Repeat the listing that follows, character for character, minus the pictures.

> _Supplied records_
'''

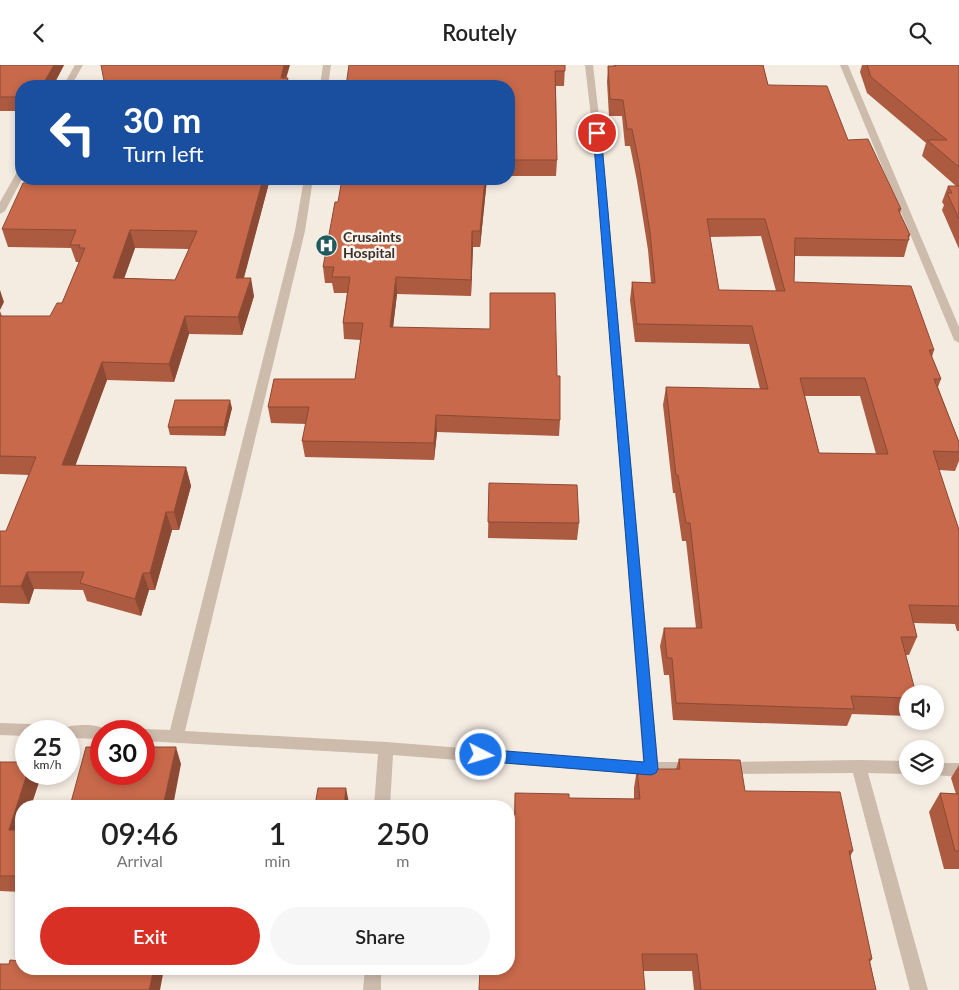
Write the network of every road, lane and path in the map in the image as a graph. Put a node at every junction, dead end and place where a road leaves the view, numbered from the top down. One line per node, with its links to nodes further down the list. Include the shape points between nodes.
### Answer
1 (79, 65): 5 (street)
2 (327, 65): 6 (street)
3 (589, 65): 18 (street)
4 (844, 65): 10 (street)
5 (70, 80)
6 (325, 80)
7 (15, 183): 9 (street)
8 (308, 185): 14 (street, via 300,231)
9 (0, 211)
10 (959, 341)
11 (0, 729): 12 (street)
12 (15, 730)
13 (155, 736): 14 (street)
14 (176, 737): 15 (street)
15 (386, 748): 18 (street); 21 (street)
16 (859, 765): 17 (street); 18 (street); 24 (street)
17 (899, 767)
18 (651, 769)
19 (944, 769): 20 (street)
20 (959, 770)
21 (382, 800)
22 (373, 975): 23 (street)
23 (372, 990)
24 (918, 990)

'''

> _Solution to the problem_
Write the network of every road, lane and path in the map in the image as a graph. Put a node at every junction, dead end and place where a road leaves the view, numbered from the top down. One line per node, with its links to nodes further down the list. Include the shape points between nodes.
### Answer
1 (79, 65): 5 (street)
2 (327, 65): 6 (street)
3 (589, 65): 18 (street)
4 (844, 65): 10 (street)
5 (70, 80)
6 (325, 80)
7 (15, 183): 9 (street)
8 (308, 185): 14 (street, via 300,231)
9 (0, 211)
10 (959, 341)
11 (0, 729): 12 (street)
12 (15, 730)
13 (155, 736): 14 (street)
14 (176, 737): 15 (street)
15 (386, 748): 18 (street); 21 (street)
16 (859, 765): 17 (street); 18 (street); 24 (street)
17 (899, 767)
18 (651, 769)
19 (944, 769): 20 (street)
20 (959, 770)
21 (382, 800)
22 (373, 975): 23 (street)
23 (372, 990)
24 (918, 990)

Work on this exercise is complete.